Federal regulators have substantially elevated cybersecurity risk assessments as yet another monitoring tool. They now view risk assessments not just as relevant to mundane IT issues but as more fundamental for assessing operational risk relevant to the safety and soundness of the entire banking institution. Indeed, in a May 7, 2014 speech, Thomas J. Curry, the Comptroller of the Currency, noted “that some of the most significant losses banks have sustained in the last several years were attributable not to the loans they made but rather to lapses in operational risk management and the ensuing legal judgments, regulatory fines and reputational damage.”

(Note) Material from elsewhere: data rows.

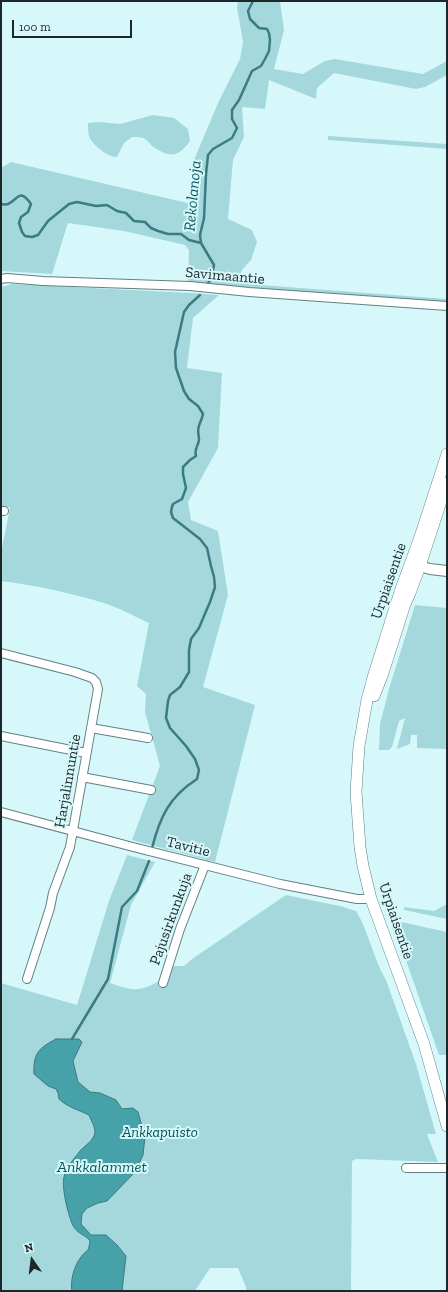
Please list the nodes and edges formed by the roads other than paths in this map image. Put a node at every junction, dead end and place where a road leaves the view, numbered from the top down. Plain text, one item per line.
1 (1, 279) edge
2 (447, 306) edge
3 (447, 454) edge
4 (447, 483) edge
5 (415, 565) junction
6 (447, 571) edge
7 (1, 653) edge
8 (91, 728) junction
9 (1, 736) edge
10 (148, 738) dead end
11 (86, 752) junction
12 (82, 777) junction
13 (151, 790) dead end
14 (1, 812) edge
15 (72, 831) junction
16 (205, 866) junction
17 (371, 899) junction
18 (27, 979) dead end
19 (163, 983) dead end
20 (447, 1126) edge
21 (406, 1168) dead end
22 (447, 1168) edge

1 - 2 street, Savimaantie
3 - 5 main road, Urpiaisentie
4 - 5 main road, Urpiaisentie
5 - 6 street
5 - 17 main road, Urpiaisentie
7 - 8 street, Harjalinnuntie
8 - 10 street
8 - 11 street, Harjalinnuntie
9 - 11 street
11 - 12 street, Harjalinnuntie
12 - 13 street
12 - 15 street, Harjalinnuntie
14 - 15 street, Tavitie
15 - 16 street, Tavitie
15 - 18 street, Harjalinnuntie
16 - 17 street, Tavitie
16 - 19 street, Pajusirkunkuja
17 - 20 main road, Urpiaisentie
21 - 22 street

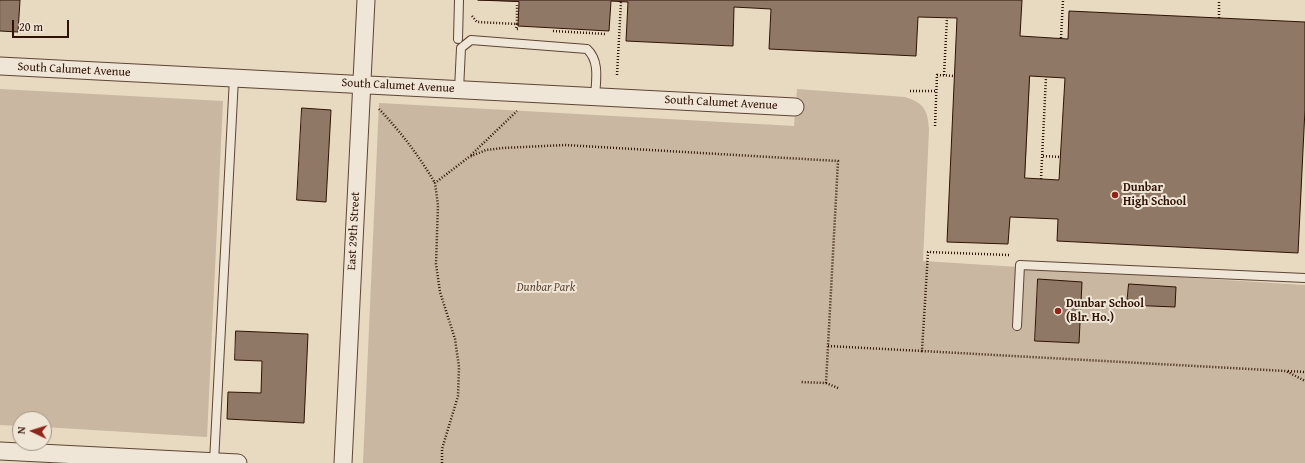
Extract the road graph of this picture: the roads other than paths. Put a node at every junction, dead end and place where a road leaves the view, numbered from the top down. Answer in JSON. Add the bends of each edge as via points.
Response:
{"nodes":[{"id":1,"x":366,"y":0,"type":"edge"},
{"id":2,"x":459,"y":0,"type":"edge"},
{"id":3,"x":458,"y":39,"type":"dead end"},
{"id":4,"x":0,"y":66,"type":"edge"},
{"id":5,"x":234,"y":78,"type":"junction"},
{"id":6,"x":362,"y":85,"type":"junction"},
{"id":7,"x":459,"y":90,"type":"junction"},
{"id":8,"x":595,"y":97,"type":"junction"},
{"id":9,"x":795,"y":107,"type":"dead end"},
{"id":10,"x":1305,"y":278,"type":"edge"},
{"id":11,"x":1017,"y":326,"type":"dead end"},
{"id":12,"x":0,"y":451,"type":"edge"},
{"id":13,"x":87,"y":459,"type":"edge"},
{"id":14,"x":214,"y":462,"type":"junction"},
{"id":15,"x":238,"y":463,"type":"edge"},
{"id":16,"x":343,"y":463,"type":"edge"}],
"edges":[{"from":1,"to":6,"type":"street","name":"East 29th Street"},
{"from":2,"to":3,"type":"lane"},
{"from":4,"to":5,"type":"street","name":"South Calumet Avenue"},
{"from":5,"to":6,"type":"street","name":"South Calumet Avenue"},
{"from":5,"to":14,"type":"lane"},
{"from":6,"to":7,"type":"street","name":"South Calumet Avenue"},
{"from":6,"to":16,"type":"street","name":"East 29th Street"},
{"from":7,"to":8,"type":"street","name":"South Calumet Avenue"},
{"from":7,"to":8,"type":"lane","via":[[461,48],[471,40],[587,49],[593,55],[596,69]]},
{"from":8,"to":9,"type":"street","name":"South Calumet Avenue"},
{"from":10,"to":11,"type":"lane","via":[[1020,265]]},
{"from":12,"to":13,"type":"street"},
{"from":13,"to":14,"type":"street"},
{"from":14,"to":15,"type":"street"}]}
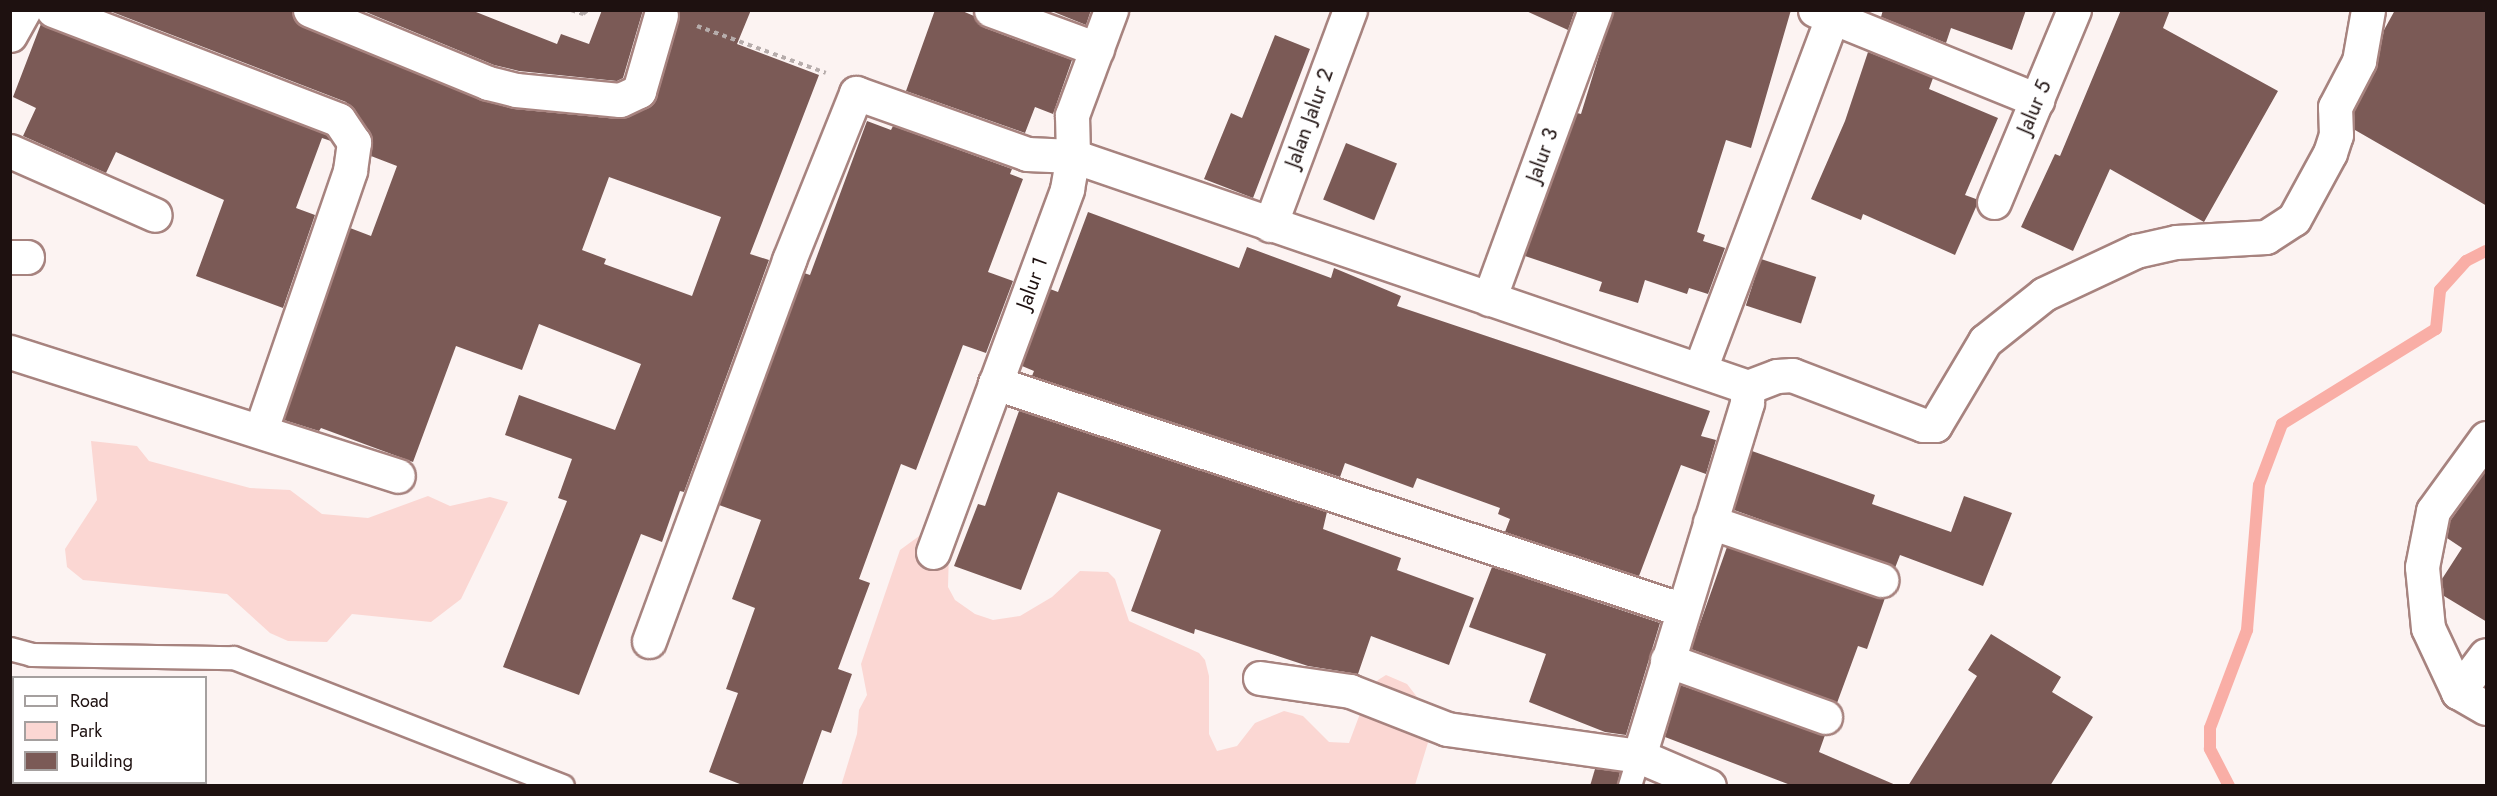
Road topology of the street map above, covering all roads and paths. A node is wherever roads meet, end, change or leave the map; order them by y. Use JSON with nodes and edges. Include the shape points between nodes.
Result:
{"nodes":[{"id":1,"x":24,"y":10,"type":"edge"},
{"id":2,"x":53,"y":10,"type":"edge"},
{"id":3,"x":310,"y":10,"type":"edge"},
{"id":4,"x":571,"y":10,"type":"edge"},
{"id":5,"x":588,"y":10,"type":"edge"},
{"id":6,"x":991,"y":10,"type":"edge"},
{"id":7,"x":1111,"y":10,"type":"edge"},
{"id":8,"x":1350,"y":10,"type":"edge"},
{"id":9,"x":1595,"y":10,"type":"edge"},
{"id":10,"x":2074,"y":10,"type":"edge"},
{"id":11,"x":2368,"y":10,"type":"edge"},
{"id":12,"x":1827,"y":13,"type":"edge"},
{"id":13,"x":661,"y":15,"type":"joint"},
{"id":14,"x":10,"y":35,"type":"edge"},
{"id":15,"x":1097,"y":49,"type":"junction"},
{"id":16,"x":856,"y":93,"type":"junction"},
{"id":17,"x":2037,"y":100,"type":"junction"},
{"id":18,"x":10,"y":151,"type":"edge"},
{"id":19,"x":1073,"y":156,"type":"junction"},
{"id":20,"x":1994,"y":202,"type":"dead end"},
{"id":21,"x":155,"y":214,"type":"dead end"},
{"id":22,"x":1270,"y":225,"type":"junction"},
{"id":23,"x":1489,"y":299,"type":"junction"},
{"id":24,"x":10,"y":352,"type":"edge"},
{"id":25,"x":1700,"y":369,"type":"junction"},
{"id":26,"x":995,"y":383,"type":"junction"},
{"id":27,"x":1748,"y":387,"type":"junction"},
{"id":28,"x":261,"y":430,"type":"junction"},
{"id":29,"x":2487,"y":438,"type":"edge"},
{"id":30,"x":398,"y":477,"type":"dead end"},
{"id":31,"x":1710,"y":522,"type":"junction"},
{"id":32,"x":933,"y":552,"type":"dead end"},
{"id":33,"x":1881,"y":580,"type":"dead end"},
{"id":34,"x":1683,"y":610,"type":"junction"},
{"id":35,"x":649,"y":641,"type":"dead end"},
{"id":36,"x":10,"y":649,"type":"edge"},
{"id":37,"x":2487,"y":655,"type":"edge"},
{"id":38,"x":1667,"y":660,"type":"junction"},
{"id":39,"x":1260,"y":678,"type":"dead end"},
{"id":40,"x":2458,"y":692,"type":"junction"},
{"id":41,"x":2487,"y":708,"type":"edge"},
{"id":42,"x":1825,"y":717,"type":"dead end"},
{"id":43,"x":1635,"y":771,"type":"edge"},
{"id":44,"x":563,"y":786,"type":"edge"},
{"id":45,"x":1709,"y":786,"type":"edge"}],
"edges":[{"from":1,"to":14,"type":"street"},
{"from":2,"to":28,"type":"street","via":[[339,120],[354,142],[350,171]]},
{"from":3,"to":13,"type":"street","via":[[488,83],[516,90],[620,99],[639,91]]},
{"from":4,"to":5,"type":"path","via":[[583,14]]},
{"from":6,"to":15,"type":"street"},
{"from":7,"to":15,"type":"street","name":"Jalur 1"},
{"from":8,"to":22,"type":"street","name":"Jalan Jalur 2"},
{"from":9,"to":23,"type":"street","name":"Jalur 3"},
{"from":10,"to":17,"type":"street","name":"Jalur 5"},
{"from":11,"to":27,"type":"street","via":[[2359,61],[2335,107],[2336,135],[2330,153],[2294,219],[2266,237],[2176,242],[2136,251],[2044,294],[1985,341],[1935,425],[1923,425],[1792,375]]},
{"from":12,"to":17,"type":"street"},
{"from":12,"to":25,"type":"street"},
{"from":13,"to":16,"type":"path","via":[[746,41],[834,76]]},
{"from":15,"to":19,"type":"street","name":"Jalur 1","via":[[1072,115]]},
{"from":16,"to":19,"type":"street","via":[[1028,154]]},
{"from":16,"to":35,"type":"street","via":[[789,260]]},
{"from":17,"to":20,"type":"street","name":"Jalur 5"},
{"from":18,"to":21,"type":"street"},
{"from":19,"to":22,"type":"street"},
{"from":19,"to":26,"type":"street","name":"Jalur 1","via":[[1067,189]]},
{"from":22,"to":23,"type":"street"},
{"from":23,"to":25,"type":"street"},
{"from":24,"to":28,"type":"street"},
{"from":25,"to":27,"type":"street"},
{"from":26,"to":32,"type":"street","name":"Jalur 1"},
{"from":26,"to":34,"type":"street"},
{"from":27,"to":31,"type":"street","via":[[1747,403]]},
{"from":28,"to":30,"type":"street"},
{"from":29,"to":40,"type":"street","via":[[2433,511],[2422,567],[2428,628]]},
{"from":31,"to":33,"type":"street"},
{"from":31,"to":34,"type":"street"},
{"from":34,"to":38,"type":"street"},
{"from":36,"to":44,"type":"lane","via":[[32,655],[234,658]]},
{"from":37,"to":40,"type":"street"},
{"from":38,"to":42,"type":"street"},
{"from":38,"to":43,"type":"street"},
{"from":39,"to":43,"type":"street","via":[[1350,691],[1447,729]]},
{"from":40,"to":41,"type":"street"},
{"from":43,"to":45,"type":"street"}]}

The sophistication of cyber-attacks has increased parallel with the evolution of financial services technology over the last 30 years – from ATMs to Internet-based banking to mobile banking, all of which increase vulnerability and exposure for banks. As Curry noted, “[R]isk today, in an interconnected world, is qualitatively different – and far more difficult to manage – than it was even a few years ago.”
As a result, the following initiatives are under way:
The Federal Financial Institutions Examination Council (Council), an interagency body striving for uniformity in the principles, standards and reporting forms for federal examinations undertaken by the Board of Governors of the Federal Reserve Board, the Office of the Comptroller of the Currency (OCC), the Federal Deposit Insurance Corporation, the Consumer Financial Protection Bureau and the National Credit Union Administration, has plans to more aggressively supervise smaller, community banks with cybersecurity vulnerability and risk-mitigation assessments through its Cybersecurity and Critical Infrastructure Working Group. These assessments will begin in late 2014.
The OCC, a member of the interagency Council, has plans to do the same with certain large banks with average consolidated total assets of $50 billion or more under the Bank Service Company Act, 12 U.S.C. §1861, et seq. The OCC released proposed guidelines on “heightened expectations for risk management, internal audit and governance in large national banks” in January, according to Curry. Comments have been received and are being evaluated. At the core, as summarized by Curry, the new proposed guidelines mandate a system to effectively “identify, measure, monitor and control risk taking,” ensure that “the board of directors has sufficient information” and “set criteria for the board’s composition and responsibilities, to ensure that boards have a minimum number of independent directors and that all board members have the information, status and authority to ensure effective oversight.”
Ultimately, the Council and the OCC recognize the increased importance of cybersecurity to financial institutions, including their oversight of connected third party business partners. Further updates will follow.